[Start of section]

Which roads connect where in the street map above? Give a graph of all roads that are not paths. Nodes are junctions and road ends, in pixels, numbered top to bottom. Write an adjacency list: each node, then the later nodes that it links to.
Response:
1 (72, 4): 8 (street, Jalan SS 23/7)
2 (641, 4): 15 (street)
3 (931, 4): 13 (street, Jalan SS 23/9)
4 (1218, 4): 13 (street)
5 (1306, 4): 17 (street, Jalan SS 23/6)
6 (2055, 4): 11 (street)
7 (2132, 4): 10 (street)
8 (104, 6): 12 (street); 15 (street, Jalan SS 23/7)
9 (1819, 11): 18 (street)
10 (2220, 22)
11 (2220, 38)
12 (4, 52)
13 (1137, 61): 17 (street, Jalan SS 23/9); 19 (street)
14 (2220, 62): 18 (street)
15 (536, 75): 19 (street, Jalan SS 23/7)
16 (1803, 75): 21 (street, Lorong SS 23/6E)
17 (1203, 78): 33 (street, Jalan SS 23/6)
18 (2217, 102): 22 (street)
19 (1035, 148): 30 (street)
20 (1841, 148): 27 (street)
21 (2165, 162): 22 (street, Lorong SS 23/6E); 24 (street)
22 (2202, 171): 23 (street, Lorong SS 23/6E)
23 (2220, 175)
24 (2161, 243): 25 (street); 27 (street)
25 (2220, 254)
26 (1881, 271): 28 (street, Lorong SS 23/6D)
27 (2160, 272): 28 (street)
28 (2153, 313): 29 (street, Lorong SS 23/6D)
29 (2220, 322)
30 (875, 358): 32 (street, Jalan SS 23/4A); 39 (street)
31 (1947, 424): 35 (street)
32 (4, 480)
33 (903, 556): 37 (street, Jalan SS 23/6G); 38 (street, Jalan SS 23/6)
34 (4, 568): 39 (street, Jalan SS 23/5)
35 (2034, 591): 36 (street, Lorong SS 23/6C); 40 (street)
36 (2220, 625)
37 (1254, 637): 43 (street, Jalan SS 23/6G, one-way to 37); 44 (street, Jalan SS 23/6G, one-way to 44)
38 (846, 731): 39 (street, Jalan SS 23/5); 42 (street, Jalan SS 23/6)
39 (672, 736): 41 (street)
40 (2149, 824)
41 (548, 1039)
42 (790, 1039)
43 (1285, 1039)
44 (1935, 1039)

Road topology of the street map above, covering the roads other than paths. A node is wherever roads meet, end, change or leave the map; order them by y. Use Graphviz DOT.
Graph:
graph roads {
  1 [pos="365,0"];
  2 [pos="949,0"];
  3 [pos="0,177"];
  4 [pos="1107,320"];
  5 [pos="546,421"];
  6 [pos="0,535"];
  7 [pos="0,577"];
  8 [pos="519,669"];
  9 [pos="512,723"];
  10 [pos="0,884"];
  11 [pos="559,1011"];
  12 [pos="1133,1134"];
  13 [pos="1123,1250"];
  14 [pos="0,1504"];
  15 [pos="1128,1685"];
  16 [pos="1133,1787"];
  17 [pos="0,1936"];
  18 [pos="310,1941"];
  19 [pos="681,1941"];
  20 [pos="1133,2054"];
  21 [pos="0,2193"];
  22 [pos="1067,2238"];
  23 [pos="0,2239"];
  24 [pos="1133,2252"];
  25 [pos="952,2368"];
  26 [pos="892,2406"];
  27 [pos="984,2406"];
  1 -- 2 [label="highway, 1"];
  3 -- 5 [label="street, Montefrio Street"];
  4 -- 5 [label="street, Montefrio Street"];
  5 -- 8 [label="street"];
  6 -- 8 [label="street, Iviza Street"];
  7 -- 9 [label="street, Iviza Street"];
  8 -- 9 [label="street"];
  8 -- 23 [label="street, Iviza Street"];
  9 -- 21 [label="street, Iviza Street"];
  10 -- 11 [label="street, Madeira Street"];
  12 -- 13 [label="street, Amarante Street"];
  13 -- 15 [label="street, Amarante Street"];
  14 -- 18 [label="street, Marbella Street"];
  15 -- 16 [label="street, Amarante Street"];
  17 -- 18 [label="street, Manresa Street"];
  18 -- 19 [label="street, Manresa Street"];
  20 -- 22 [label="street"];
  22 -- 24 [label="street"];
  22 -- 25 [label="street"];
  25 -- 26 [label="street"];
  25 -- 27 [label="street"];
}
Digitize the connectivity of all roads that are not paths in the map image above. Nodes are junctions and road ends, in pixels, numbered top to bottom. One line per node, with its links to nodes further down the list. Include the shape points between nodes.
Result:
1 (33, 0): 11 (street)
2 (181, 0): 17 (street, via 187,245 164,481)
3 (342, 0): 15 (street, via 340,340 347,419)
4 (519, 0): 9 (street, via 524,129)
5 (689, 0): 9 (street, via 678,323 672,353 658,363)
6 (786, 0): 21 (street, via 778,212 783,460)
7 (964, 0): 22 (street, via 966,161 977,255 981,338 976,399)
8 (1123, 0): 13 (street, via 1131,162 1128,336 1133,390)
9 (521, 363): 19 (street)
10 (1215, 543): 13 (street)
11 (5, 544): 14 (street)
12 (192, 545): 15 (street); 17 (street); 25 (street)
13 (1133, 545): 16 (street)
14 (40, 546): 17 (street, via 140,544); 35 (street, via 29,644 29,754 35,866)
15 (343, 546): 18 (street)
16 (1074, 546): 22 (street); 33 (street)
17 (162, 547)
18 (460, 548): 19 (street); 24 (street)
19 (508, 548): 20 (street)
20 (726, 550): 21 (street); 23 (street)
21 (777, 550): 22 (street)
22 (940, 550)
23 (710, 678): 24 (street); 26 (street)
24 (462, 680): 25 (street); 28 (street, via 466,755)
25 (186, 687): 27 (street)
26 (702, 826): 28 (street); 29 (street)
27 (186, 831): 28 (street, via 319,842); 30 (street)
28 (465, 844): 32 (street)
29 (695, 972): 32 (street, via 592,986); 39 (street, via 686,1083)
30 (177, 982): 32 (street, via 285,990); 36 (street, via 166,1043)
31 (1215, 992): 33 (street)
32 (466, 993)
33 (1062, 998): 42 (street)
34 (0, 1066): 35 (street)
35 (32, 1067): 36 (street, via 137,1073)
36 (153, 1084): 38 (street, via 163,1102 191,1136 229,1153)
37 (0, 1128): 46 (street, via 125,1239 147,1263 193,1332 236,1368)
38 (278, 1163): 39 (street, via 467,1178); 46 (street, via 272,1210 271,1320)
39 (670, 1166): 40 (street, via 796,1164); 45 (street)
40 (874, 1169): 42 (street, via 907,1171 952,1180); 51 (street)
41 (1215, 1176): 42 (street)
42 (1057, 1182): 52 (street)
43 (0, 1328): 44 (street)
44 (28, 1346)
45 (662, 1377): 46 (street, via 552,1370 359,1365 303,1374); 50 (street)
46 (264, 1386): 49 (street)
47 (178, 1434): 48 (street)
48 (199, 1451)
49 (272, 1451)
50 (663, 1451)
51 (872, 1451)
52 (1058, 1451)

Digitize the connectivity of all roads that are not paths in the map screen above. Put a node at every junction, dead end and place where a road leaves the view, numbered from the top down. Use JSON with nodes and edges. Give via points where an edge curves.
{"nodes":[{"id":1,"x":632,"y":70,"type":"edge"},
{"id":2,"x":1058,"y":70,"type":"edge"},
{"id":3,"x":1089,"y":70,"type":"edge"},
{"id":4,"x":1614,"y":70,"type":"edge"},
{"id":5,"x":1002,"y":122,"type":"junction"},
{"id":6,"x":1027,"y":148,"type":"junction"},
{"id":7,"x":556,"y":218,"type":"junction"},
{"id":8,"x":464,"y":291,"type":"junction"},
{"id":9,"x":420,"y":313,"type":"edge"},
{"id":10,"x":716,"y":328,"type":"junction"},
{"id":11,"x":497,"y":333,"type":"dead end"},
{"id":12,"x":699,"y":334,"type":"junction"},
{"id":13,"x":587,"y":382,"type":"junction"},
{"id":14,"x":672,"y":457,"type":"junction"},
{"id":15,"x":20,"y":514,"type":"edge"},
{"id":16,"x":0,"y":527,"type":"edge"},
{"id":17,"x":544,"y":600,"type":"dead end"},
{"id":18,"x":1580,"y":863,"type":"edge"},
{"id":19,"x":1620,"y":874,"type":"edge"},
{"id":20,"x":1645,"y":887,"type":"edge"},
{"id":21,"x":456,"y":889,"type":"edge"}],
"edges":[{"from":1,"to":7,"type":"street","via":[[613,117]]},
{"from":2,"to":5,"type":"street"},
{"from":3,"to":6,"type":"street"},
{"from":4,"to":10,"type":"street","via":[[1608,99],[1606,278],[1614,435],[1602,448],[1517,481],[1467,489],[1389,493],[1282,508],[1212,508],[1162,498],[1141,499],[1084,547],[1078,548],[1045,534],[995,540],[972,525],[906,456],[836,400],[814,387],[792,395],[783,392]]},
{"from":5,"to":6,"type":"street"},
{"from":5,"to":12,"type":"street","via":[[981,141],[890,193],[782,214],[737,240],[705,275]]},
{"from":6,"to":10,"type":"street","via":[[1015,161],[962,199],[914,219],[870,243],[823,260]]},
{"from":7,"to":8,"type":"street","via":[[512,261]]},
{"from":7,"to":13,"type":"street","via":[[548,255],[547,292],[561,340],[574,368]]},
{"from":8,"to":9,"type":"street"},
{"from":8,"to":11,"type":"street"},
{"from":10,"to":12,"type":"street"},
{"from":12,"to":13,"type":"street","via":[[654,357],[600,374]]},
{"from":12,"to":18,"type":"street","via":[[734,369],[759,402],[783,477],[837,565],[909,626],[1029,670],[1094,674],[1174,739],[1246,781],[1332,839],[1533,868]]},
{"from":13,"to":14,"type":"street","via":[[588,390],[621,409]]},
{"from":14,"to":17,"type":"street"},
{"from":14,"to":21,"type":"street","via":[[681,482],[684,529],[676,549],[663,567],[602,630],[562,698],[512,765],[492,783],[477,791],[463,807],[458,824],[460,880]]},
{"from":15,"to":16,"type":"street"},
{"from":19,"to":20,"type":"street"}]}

[End of section]

Each line with the word "dead" in the records above belongs in the result; copy all of them.

Digitize the connectivity of all roads that are not paths in the map screen above. Put a node at every junction, dead end and place where a road leaves the view, numbered from the top down. Use JSON with nodes and edges. Give via points where an edge curves.
{"id":11,"x":497,"y":333,"type":"dead end"},
{"id":17,"x":544,"y":600,"type":"dead end"},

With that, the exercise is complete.